Le Pho, « La Baignade », vers 1938, ou le côtoiement du maître Bonnard
Le Pho a prôné, très tôt, une admiration sans faille pour Bonnard et Matisse. Confiant même qu’il voyait aussi son installation en France en 1937 comme un pèlerinage mental vers eux. Une visite en Chine, en 1934, lui avait confirmé que si la peinture chinoise et la pensée taoïste qui la soutient méritaient son respect, sa propre démarche, insufflée aux Beaux-Arts d’Hanoi, l’attirait irrémédiablement vers l’Ouest. Où, particulièrement, les œuvres de ses deux aînés, comme celles de la Renaissance le fascinaient.
« La Baignade », une gouache et encre sur soie de belle dimension (46 x 30.5 cm) peut-être datée autour de l’année 38, peut-être juste après.
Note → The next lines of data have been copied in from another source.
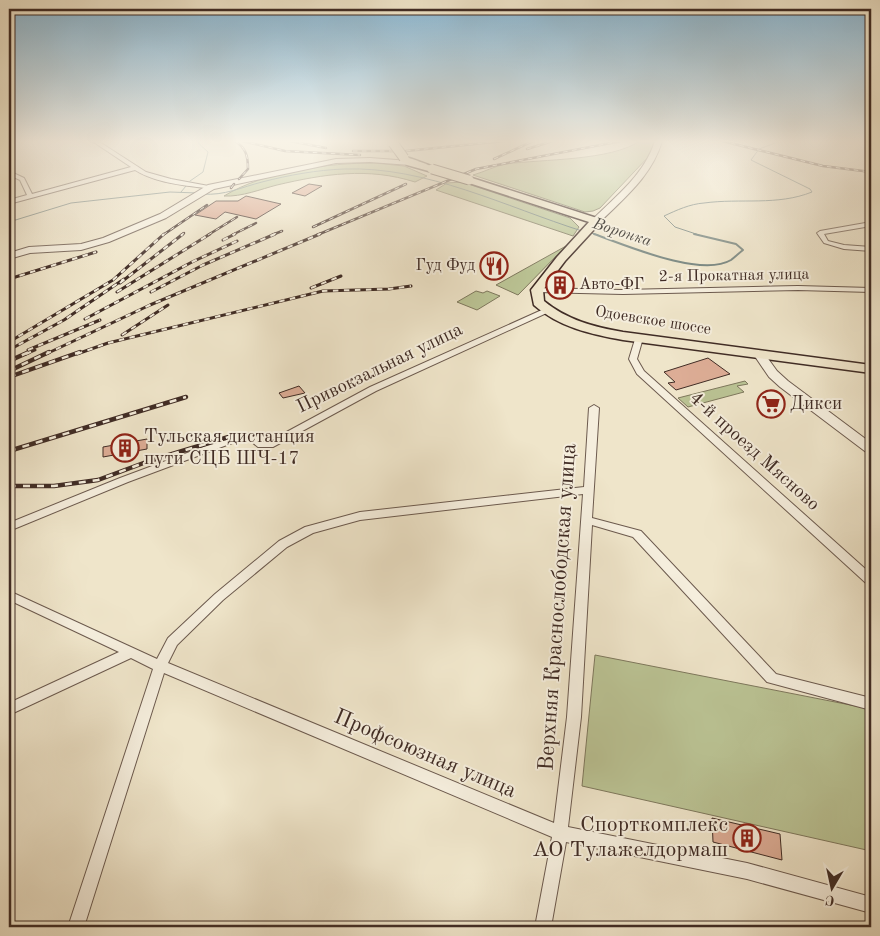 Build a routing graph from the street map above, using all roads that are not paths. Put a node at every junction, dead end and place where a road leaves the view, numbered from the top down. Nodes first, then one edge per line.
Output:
1 (25, 185) edge
2 (75, 185) edge
3 (189, 185) edge
4 (223, 185) edge
5 (482, 185) edge
6 (632, 185) edge
7 (208, 188) junction
8 (30, 197) junction
9 (9, 202) edge
10 (594, 224) junction
11 (871, 224) edge
12 (580, 239) joint
13 (871, 249) edge
14 (9, 256) edge
15 (537, 290) junction
16 (871, 290) edge
17 (547, 311) junction
18 (639, 338) junction
19 (760, 355) junction
20 (871, 369) edge
21 (594, 408) dead end
22 (871, 449) edge
23 (588, 490) junction
24 (587, 520) junction
25 (9, 527) edge
26 (871, 582) edge
27 (9, 595) edge
28 (130, 652) junction
29 (160, 666) junction
30 (871, 704) edge
31 (9, 709) edge
32 (560, 833) junction
33 (871, 905) edge
34 (76, 927) edge
35 (543, 927) edge

1 - 8 street
2 - 8 street
3 - 7 street
4 - 7 street
5 - 10 main road, bridge
6 - 10 street
7 - 14 street
8 - 9 street
10 - 12 main road
11 - 13 street
12 - 15 main road
15 - 16 street, 2-я Прокатная улица
15 - 17 main road
17 - 18 main road, Одоевское шоссе
17 - 25 street, Привокзальная улица
18 - 19 main road, Одоевское шоссе
18 - 26 street, 4-й проезд Мясново
19 - 20 main road, Одоевское шоссе
19 - 22 street
21 - 23 street, Верхняя Краснослободская улица
23 - 24 street, Верхняя Краснослободская улица
23 - 29 street
24 - 30 street
24 - 32 street, Верхняя Краснослободская улица
27 - 28 street, Профсоюзная улица
28 - 29 street, Профсоюзная улица
28 - 31 street
29 - 32 street, Профсоюзная улица
29 - 34 street
32 - 33 street, Профсоюзная улица
32 - 35 street, Верхняя Краснослободская улица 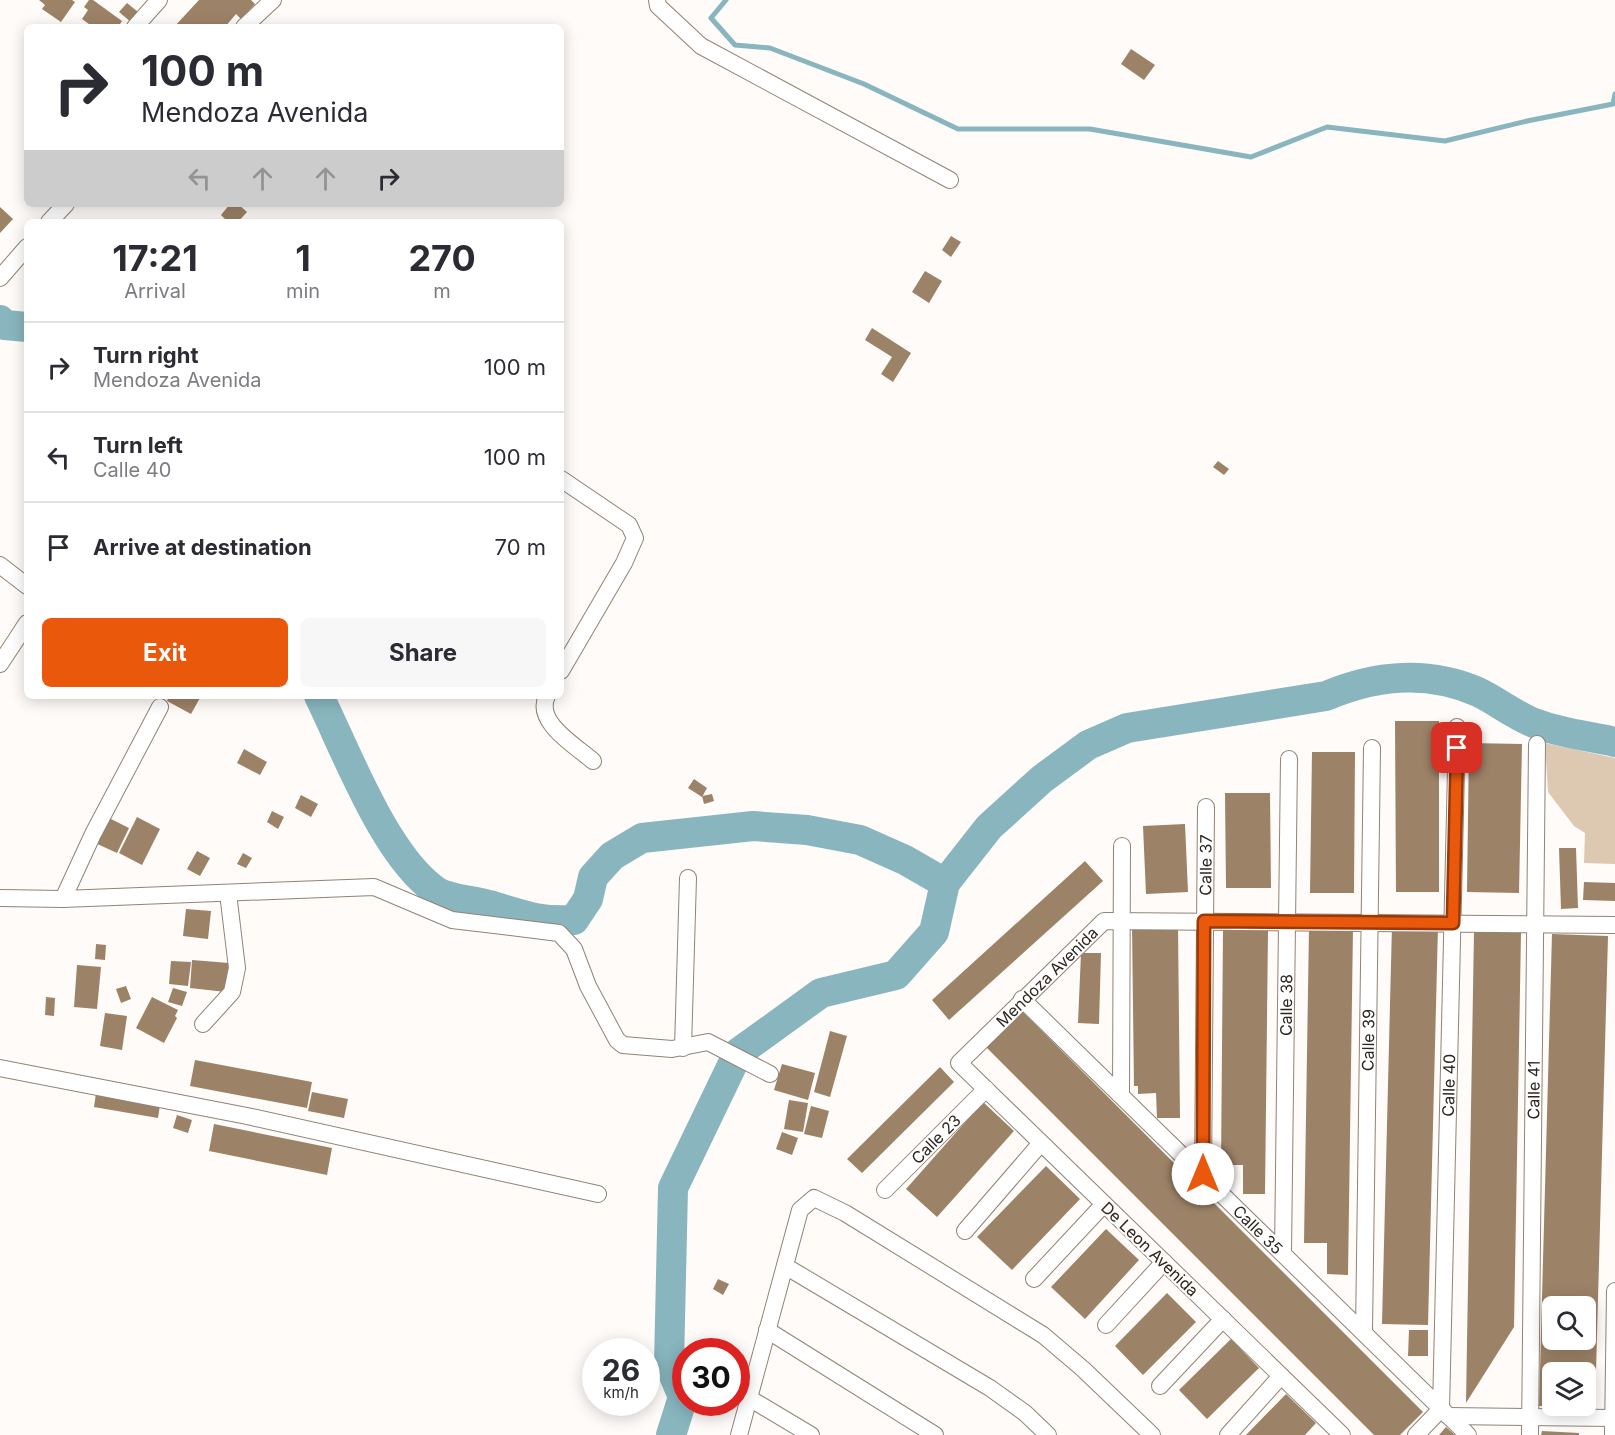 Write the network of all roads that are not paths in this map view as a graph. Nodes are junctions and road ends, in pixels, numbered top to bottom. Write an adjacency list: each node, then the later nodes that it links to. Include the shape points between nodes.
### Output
1 (159, 0): 4 (street)
2 (273, 0): 5 (street)
3 (657, 0): 6 (street, via 658,6 700,46)
4 (138, 24)
5 (247, 24)
6 (950, 180)
7 (63, 207): 8 (street)
8 (52, 219)
9 (24, 251): 10 (street)
10 (2, 277)
11 (564, 481): 16 (street, via 629,525 635,538)
12 (0, 565): 13 (street)
13 (24, 584)
14 (24, 628): 15 (street)
15 (0, 664)
16 (564, 666)
17 (547, 699): 23 (street, via 545,712 551,724)
18 (160, 707): 29 (street)
19 (1457, 727): 34 (street, Calle 40)
20 (1537, 744): 35 (street, Calle 41)
21 (1372, 748): 33 (street, Calle 39)
22 (1289, 759): 32 (street, Calle 38)
23 (593, 761)
24 (1206, 807): 31 (street, Calle 37)
25 (1122, 846): 30 (street)
26 (688, 879): 39 (street)
27 (228, 893): 29 (street); 38 (street, via 237,968 231,992); 39 (street, via 374,887 452,920 559,933 574,949 588,986 623,1046)
28 (0, 898): 29 (street)
29 (63, 899)
30 (1121, 920): 31 (street, Mendoza Avenida); 37 (street, Mendoza Avenida, via 1104,921); 44 (street)
31 (1204, 921): 32 (street, Mendoza Avenida); 46 (street, Calle 37)
32 (1287, 922): 33 (street, Mendoza Avenida); 51 (street, Calle 38)
33 (1370, 923): 34 (street, Mendoza Avenida); 59 (street, Calle 39)
34 (1453, 923): 35 (street, Mendoza Avenida); 64 (street, Calle 40)
35 (1535, 924): 36 (street, Mendoza Avenida); 66 (street, Calle 41)
36 (1615, 925)
37 (1022, 999): 40 (street, Mendoza Avenida); 44 (street, Calle 35)
38 (203, 1024)
39 (683, 1048): 42 (street, via 708,1042)
40 (959, 1063): 43 (street, De Leon Avenida)
41 (0, 1068): 48 (street, via 247,1116)
42 (770, 1074)
43 (986, 1089): 45 (street, De Leon Avenida); 47 (street, Calle 23)
44 (1121, 1095): 46 (street, Calle 35)
45 (1041, 1143): 49 (street, De Leon Avenida); 50 (street)
46 (1203, 1174): 51 (street, Calle 35)
47 (885, 1190)
48 (598, 1194)
49 (1104, 1204): 52 (street, De Leon Avenida); 54 (street)
50 (965, 1231)
51 (1283, 1253): 59 (street, Calle 35)
52 (1164, 1262): 56 (street, De Leon Avenida); 57 (street)
53 (785, 1266): 58 (street); 72 (street, via 990,1388); 73 (street, via 800,1210 814,1198 1043,1335)
54 (1034, 1279)
55 (1615, 1291): 67 (street)
56 (1223, 1319): 60 (street, De Leon Avenida); 61 (street)
57 (1106, 1326)
58 (767, 1330): 62 (street); 71 (street)
59 (1364, 1332): 64 (street, Calle 35)
60 (1281, 1376): 68 (street, De Leon Avenida); 74 (street)
61 (1160, 1386)
62 (750, 1394)
63 (750, 1399): 70 (street)
64 (1444, 1412): 66 (street); 75 (street); 76 (street, Calle 35)
65 (744, 1416): 69 (street)
66 (1530, 1417): 67 (street); 77 (street, Calle 41)
67 (1614, 1418): 78 (street)
68 (1337, 1434)
69 (739, 1435)
70 (811, 1435)
71 (935, 1435)
72 (1048, 1435)
73 (1152, 1435)
74 (1227, 1435)
75 (1416, 1435)
76 (1468, 1435)
77 (1530, 1435)
78 (1613, 1435)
Inusuelle dans le corpus du peintre, elle reprend la notion d’observation décalée qui fonde tout l’art de Bonnard : l’observateur doit sérier son observation s’il veut saisir la réalité du tableau. Il lui faut ainsi saisir la grâce envoûtante des femmes, leur sensualité au sein des masses construites avec des tons mats de gouache ; dans un flou chromatique voulu se disposent montagnes, cours d’eau, pont. L’utilisation graduée de l’encre – du pantalon de la première femme jusqu’à la chevelure de la troisième – amplifie la profondeur de l’œuvre.
On notera l’universalité du paysage, ni proprement asiatique, ni singulièrement occidental. Seuls les traits du visage des femmes, au moins de la première, évoquent l’Asie.
C’est l’œuvre d’une confusion voulue qui autorise la fusion souhaitée.
Une fiction qui autorise la fission.
Tous les thèmes de Le Pho, s’inscrivent là, via un peintre qui, il le sent déjà a fait le choix – qui s’avèrera définitif – de l’Ouest, le tout dans une discrétion affichée que sous-tend une distanciation assumée.
Un avant, un après.
Le Pho rencontrera aussi Matisse en 1943, qui lui conseillera d’éclaircir sa palette.
Suivront les périodes (terme réducteur s’il en est…) Romanet et Findlay. Il faudrait alors y identifier l’influence de Bonnard ou de Matisse.